Now Britons lament that they have to try a lot harder. Some say the government’s demand that they hold a steady job with a minimum salary of at least $2,000 a month penalizes Hong Kong’s most creative and international element: foreign artists, freelancers and entrepreneurs.

“Hong Kong is a convenience for anyone who wanted to settle down outside of England and try something they haven’t tried before,” says Dave Parker, a 38-year-old artist from London who came out with a lavish book of watercolor illustrations of the Hong Kong hand-over. “But with the focus on business here, there’s not much respect for creativity. The visa thing puts pressure on what is already a very fragile society of artists.”

Much of Hong Kong’s experimental element dwells on Lamma Island, a short ferry ride and a world away from Hong Kong Island’s pile drivers and pinstripes. Once the home of rice farmers and fishermen, it has become the place for drifters like Hunter, musicians, artists, dissidents and backpackers seeking a cheap piece of paradise. Lately, it has hosted British laborers who have abandoned their dying industrial hometowns to take the jobs that locals do not want on one of Hong Kong’s many construction sites.

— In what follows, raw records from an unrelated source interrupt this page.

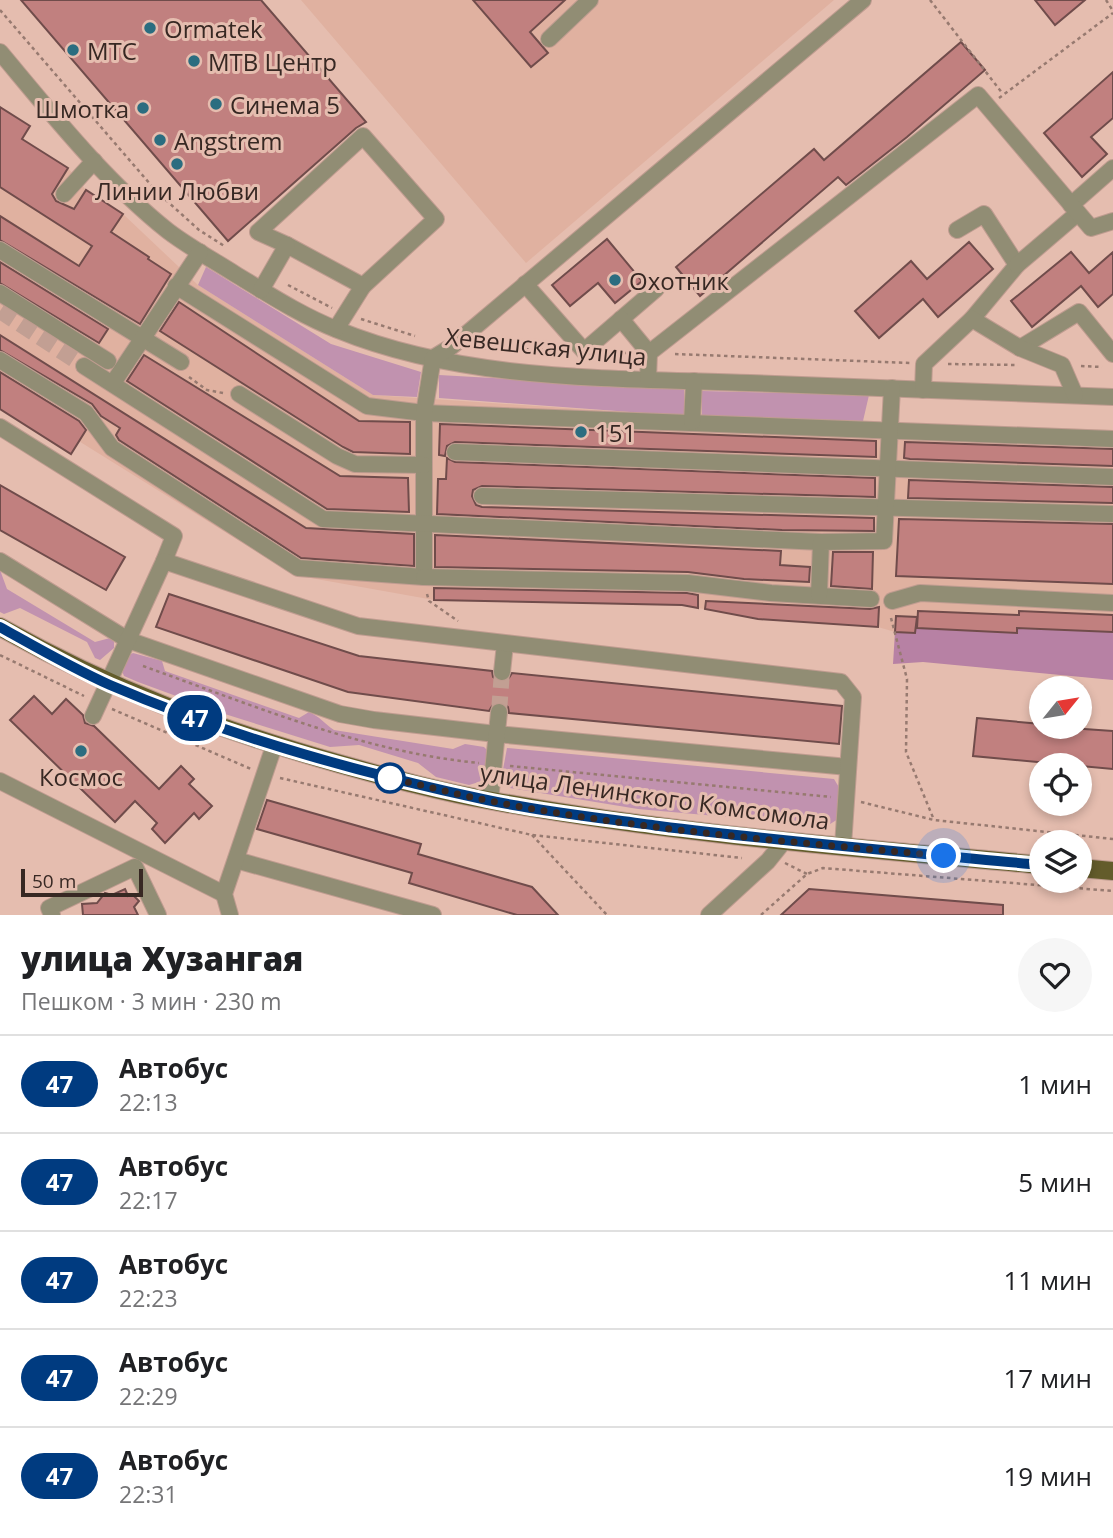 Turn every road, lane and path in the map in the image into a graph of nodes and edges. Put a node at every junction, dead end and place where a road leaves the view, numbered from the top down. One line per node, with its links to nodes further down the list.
1 (590, 0): 6 (street)
2 (863, 0): 20 (street)
3 (930, 0): 8 (path)
4 (1105, 0): 5 (path)
5 (1113, 12): 8 (path)
6 (549, 39)
7 (0, 52): 10 (street, Хевешская улица)
8 (1004, 94): 9 (path)
9 (989, 107): 13 (street); 32 (street)
10 (94, 161): 12 (street); 18 (street, Хевешская улица)
11 (1113, 168): 13 (street)
12 (64, 194)
13 (1075, 209): 14 (street); 19 (street)
14 (1113, 221)
15 (957, 230): 19 (street)
16 (287, 244): 22 (street); 22 (street); 24 (street)
17 (0, 250): 29 (street)
18 (200, 252): 21 (street); 24 (street, Хевешская улица)
19 (1017, 265): 27 (street)
20 (526, 284): 31 (street); 34 (street)
21 (176, 286): 29 (street); 48 (street)
22 (363, 286): 28 (street)
23 (656, 289): 26 (street)
24 (261, 290): 28 (street, Хевешская улица)
25 (0, 293): 36 (street)
26 (621, 319): 31 (street); 32 (street)
27 (972, 319): 30 (street); 44 (street)
28 (336, 329): 34 (street, Хевешская улица)
29 (141, 338): 37 (street); 42 (street)
30 (1020, 348): 33 (street); 46 (street)
31 (584, 351): 39 (street)
32 (649, 353): 40 (street)
33 (1113, 354)
34 (433, 358): 39 (street, Хевешская улица); 48 (street)
35 (0, 360): 64 (street)
36 (108, 361)
37 (181, 362): 45 (path)
38 (84, 366): 42 (street)
39 (585, 376): 40 (street, Хевешская улица)
40 (648, 379): 41 (street, Хевешская улица)
41 (694, 381): 43 (street, Хевешская улица); 49 (street)
42 (113, 383): 60 (street)
43 (892, 388): 44 (street, Хевешская улица); 51 (street)
44 (923, 390): 46 (street, Хевешская улица)
45 (239, 394): 54 (street)
46 (1075, 395): 47 (street, Хевешская улица)
47 (1113, 397)
48 (424, 413): 49 (street); 54 (street)
49 (692, 422): 51 (street)
50 (0, 427): 63 (street)
51 (890, 432): 52 (street); 55 (street)
52 (1113, 439)
53 (455, 453): 55 (street)
54 (424, 465): 60 (street)
55 (888, 468): 56 (street); 58 (street)
56 (1113, 477)
57 (482, 496): 58 (street)
58 (886, 507): 59 (street); 61 (street)
59 (1113, 514)
60 (424, 524): 61 (street); 64 (street)
61 (821, 542): 65 (street)
62 (0, 561): 71 (street)
63 (164, 561): 71 (street); 72 (street)
64 (424, 577): 65 (street); 69 (path)
65 (819, 595): 66 (street)
66 (871, 599)
67 (892, 601): 68 (street); 83 (path)
68 (1113, 603)
69 (459, 622)
70 (0, 627): 74 (main road, улица Ленинского Комсомола)
71 (128, 640): 74 (street); 77 (street)
72 (505, 644): 73 (street); 79 (street)
73 (502, 672)
74 (107, 683): 76 (street); 78 (main road, улица Ленинского Комсомола)
75 (499, 712): 77 (street)
76 (93, 716)
77 (496, 734): 79 (street); 82 (street)
78 (274, 746): 82 (main road, улица Ленинского Комсомола); 88 (street)
79 (848, 767): 81 (street)
80 (0, 781): 89 (street)
81 (846, 799): 83 (path); 87 (street)
82 (490, 801): 86 (main road, улица Ленинского Комсомола)
83 (934, 820): 85 (path)
84 (532, 835): 101 (path)
85 (1113, 839)
86 (784, 841): 87 (main road, улица Ленинского Комсомола); 102 (street)
87 (843, 846): 91 (main road, улица Ленинского Комсомола)
88 (236, 860): 96 (street); 100 (street)
89 (138, 861): 96 (street); 97 (street); 98 (street)
90 (784, 863): 94 (path)
91 (1029, 864)
92 (1092, 869): 93 (main road)
93 (1113, 871)
94 (807, 874): 95 (path); 103 (path)
95 (1113, 891)
96 (225, 894): 99 (street)
97 (52, 915)
98 (158, 915)
99 (230, 915)
100 (433, 915)
101 (607, 915)
102 (709, 915)
103 (761, 915)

The transient, easy-living community has provided a good source of English-speaking teachers, waiters and workers who help make Hong Kong run and add a bit of color to the territory’s bottom-line society.

“I can do a lot of things that a Hong Kong person can’t,” says John Hutton, a tousled blond musician in an Irish bagpipe band called Squinty Backbone. Not to mention the things Hong Kong people won’t do: By day he walks dogs and doubles as Scotty the Clown’s assistant, Snotty, at birthday parties.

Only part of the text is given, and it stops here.